The English word translated ‘office’ is from the Greek word episkope #1984 which has the general meaning of overseeing or visitation. It occurs one time in the New Testament as the office of an apostle in Acts 1:20. Apostles had authority. They gave us the very words of Scripture which were canonized. Episkope in the context of elders is simply not in the New Testament.

Some translations of the New Testament called elder or overseer an office in one verse, I Timothy 3:1. But in Interlinear NIV Parallel New Testament the transliteration says, If anyone aspires to oversight a good work he desires. That is all. No ‘office.’ In Greek to English Interlinear of the New King James Version New Testament it states, if any stretches forward to overseership a good work he is desirous. Again, no office.

To recap, though the New Testament refers to Roman offices and Levitical offices it does not refer to an office of elder in the Greek manuscripts.

Are there Greek texts which mention the authority of elders? No.

We are not speaking of apostles. Christ was an apostle, Hebrews 3:1. Apostles had authority as well as an office, Acts 1:20. They could raise the dead and were charged to proclaim the gospel directly by Christ. We are not discussing a believer’s authority over sin or spirits, or authority of parents in their family. We are speaking of New Testament elders and whether God ordained elders to have governmental authority over His children in the local church.

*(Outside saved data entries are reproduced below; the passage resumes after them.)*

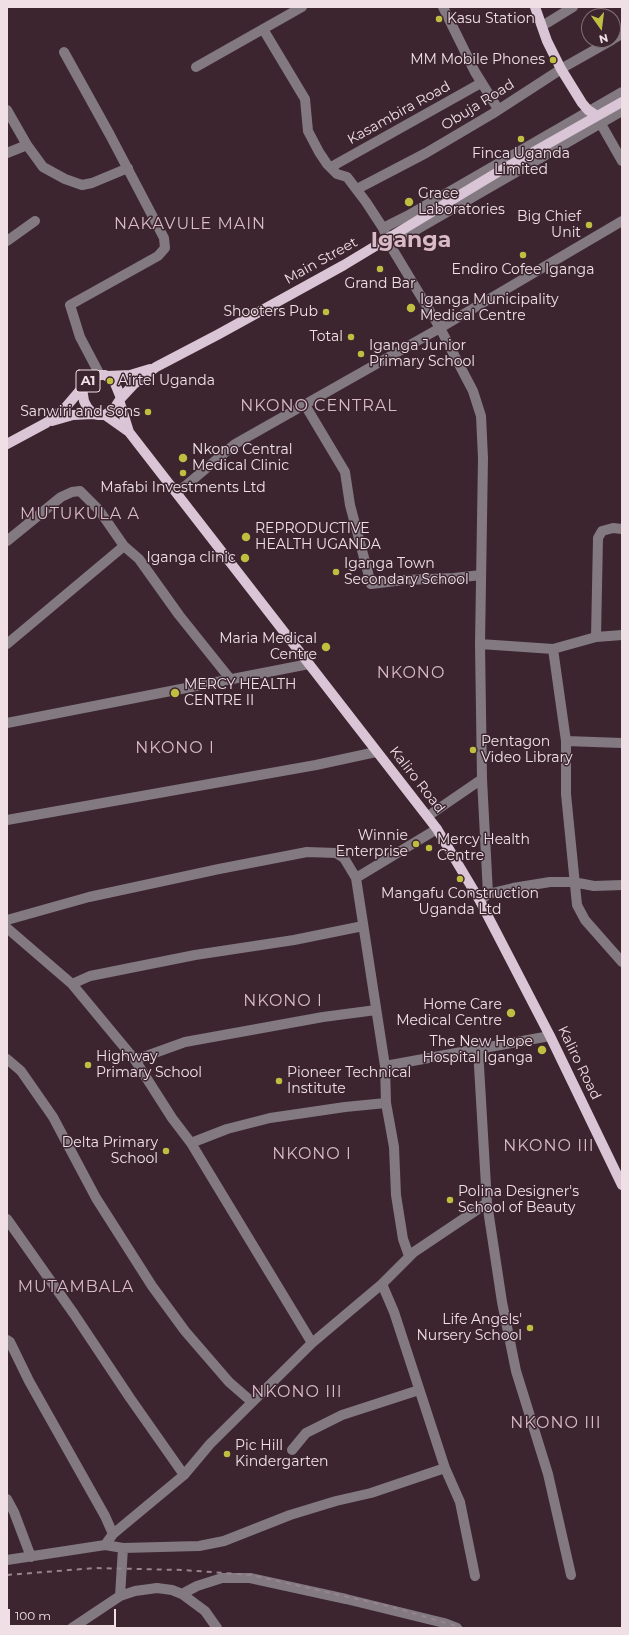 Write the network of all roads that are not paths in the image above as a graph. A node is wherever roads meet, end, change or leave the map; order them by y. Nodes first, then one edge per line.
1 (302, 7) edge
2 (443, 7) edge
3 (535, 7) edge
4 (541, 7) edge
5 (573, 7) edge
6 (546, 23) junction
7 (263, 29) junction
8 (598, 48) edge
9 (64, 52) dead end
10 (196, 67) dead end
11 (563, 68) junction
12 (481, 83) junction
13 (622, 92) edge
14 (622, 102) edge
15 (498, 109) junction
16 (7, 110) edge
17 (622, 110) edge
18 (595, 114) junction
19 (27, 145) junction
20 (7, 153) edge
21 (622, 161) edge
22 (331, 167) junction
23 (128, 168) junction
24 (357, 189) junction
25 (622, 221) edge
26 (35, 222) dead end
27 (383, 228) junction
28 (7, 241) edge
29 (389, 242) junction
30 (440, 328) junction
31 (156, 367) junction
32 (103, 376) junction
33 (82, 388) junction
34 (121, 400) junction
35 (305, 405) junction
36 (93, 414) junction
37 (105, 415) junction
38 (46, 422) junction
39 (129, 432) junction
40 (7, 444) edge
41 (177, 493) junction
42 (622, 529) edge
43 (7, 541) edge
44 (124, 546) junction
45 (481, 574) junction
46 (622, 635) edge
47 (596, 637) junction
48 (7, 644) edge
49 (480, 644) junction
50 (553, 649) junction
51 (309, 664) junction
52 (231, 680) junction
53 (7, 723) edge
54 (566, 741) junction
55 (622, 743) edge
56 (376, 752) junction
57 (482, 780) junction
58 (428, 816) junction
59 (7, 820) edge
60 (437, 829) junction
61 (356, 878) junction
62 (573, 882) junction
63 (622, 885) edge
64 (488, 894) junction
65 (480, 901) junction
66 (7, 920) edge
67 (363, 926) junction
68 (7, 928) edge
69 (622, 962) edge
70 (72, 984) junction
71 (376, 1010) junction
72 (550, 1036) junction
73 (478, 1049) junction
74 (7, 1059) edge
75 (135, 1060) junction
76 (385, 1066) junction
77 (386, 1103) junction
78 (191, 1144) junction
79 (622, 1185) edge
80 (487, 1203) junction
81 (7, 1219) edge
82 (409, 1256) junction
83 (382, 1284) junction
84 (7, 1340) edge
85 (312, 1343) junction
86 (419, 1390) junction
87 (252, 1402) junction
88 (292, 1450) dead end
89 (445, 1468) junction
90 (184, 1476) junction
91 (7, 1499) edge
92 (114, 1534) junction
93 (105, 1546) junction
94 (123, 1548) junction
95 (31, 1557) junction
96 (7, 1560) edge
97 (571, 1575) dead end
98 (475, 1576) dead end
99 (182, 1594) junction
100 (120, 1596) junction
101 (72, 1628) edge
102 (217, 1628) edge
103 (457, 1628) edge

1 - 7 street
2 - 12 street
3 - 11 main road
4 - 6 main road
5 - 6 street
6 - 11 main road
7 - 10 street
7 - 22 street
8 - 11 street, Obuja Road
9 - 23 street
11 - 15 street, Obuja Road
11 - 18 main road
12 - 15 street
12 - 22 street, Kasambira Road
13 - 18 street, Main Street
14 - 18 main road, Main Street / A1
15 - 24 street, Obuja Road
16 - 19 street
17 - 18 street, Main Street
18 - 21 street
18 - 27 street, Main Street
18 - 29 main road, Main Street / A1
19 - 20 street
19 - 23 street
22 - 24 street
23 - 32 street
24 - 27 street
25 - 30 street
26 - 28 street
27 - 29 street
29 - 30 street
29 - 31 main road, Main Street / A1
30 - 35 street
30 - 45 street
31 - 32 main road, A1
31 - 34 main road, A1
32 - 33 main road, A1
32 - 34 main road, A1
33 - 36 main road, A1
33 - 38 main road, A1
34 - 37 main road, A1
34 - 39 main road, Kaliro Road
35 - 41 street
35 - 45 street
36 - 37 main road, A1
36 - 38 main road, A1
37 - 39 main road, Kaliro Road
38 - 40 main road, A1
39 - 41 main road, Kaliro Road
41 - 51 main road, Kaliro Road
42 - 47 street
43 - 44 street
44 - 48 street
44 - 52 street
45 - 49 street
46 - 47 street
47 - 50 street
49 - 50 street
49 - 57 street
50 - 54 street
51 - 52 street
51 - 56 main road, Kaliro Road
52 - 53 street
54 - 55 street
54 - 62 street
56 - 58 main road, Kaliro Road
56 - 59 street
57 - 58 street
57 - 64 street
58 - 60 main road, Kaliro Road
60 - 61 street
60 - 65 main road, Kaliro Road
61 - 66 street
61 - 67 street
62 - 63 street
62 - 64 street
62 - 69 street
64 - 65 street
65 - 72 main road, Kaliro Road
67 - 70 street
67 - 71 street
68 - 70 street
70 - 75 street
71 - 75 street
71 - 76 street
72 - 73 street
72 - 79 main road, Kaliro Road
73 - 76 street
73 - 80 street
74 - 87 street
75 - 78 street
76 - 77 street
77 - 78 street
77 - 82 street
78 - 85 street
80 - 82 street
80 - 97 street
81 - 90 street
82 - 83 street
83 - 85 street
83 - 86 street
84 - 92 street
85 - 87 street
86 - 88 street
86 - 89 street
87 - 90 street
89 - 94 street
89 - 98 street
90 - 92 street
91 - 95 street
92 - 93 street
93 - 94 street
93 - 95 street
94 - 100 street
95 - 96 street
99 - 100 street
99 - 102 street
99 - 103 street
100 - 101 street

A few English versions of the New Testament mention elder authority one time in Hebrews 13:17 Obey your leaders and submit to their authority. The English translation to ‘their authority’ is in neither interlinear Greek text. Look it up. If ‘to their authority’ was in the Greek text then Hebrews 13:17 would contradict Luke 22:25-26 where Jesus says, The Kings of the Gentiles lord it over them; and those who have authority over them are called ‘Benefactors.’ But it is not this way with you, but the one who is the greatest among you must become like the youngest, and the leader like the servant.

Wait, why should we obey elders if they have no authority?

The word for ‘obey’ as to a military command as children be obedient to your parents in Colossians 3:20, in the Greek New Testament is hupakouo, Greek word #5219. The word translated ‘obey’ in Hebrews 13:17 is peitho, Greek word #3982 with the general meaning of trust, be persuaded by or yield to. This is not the same as to obey an authority. There is no other instance in the New Testament that asserts we should obey elders.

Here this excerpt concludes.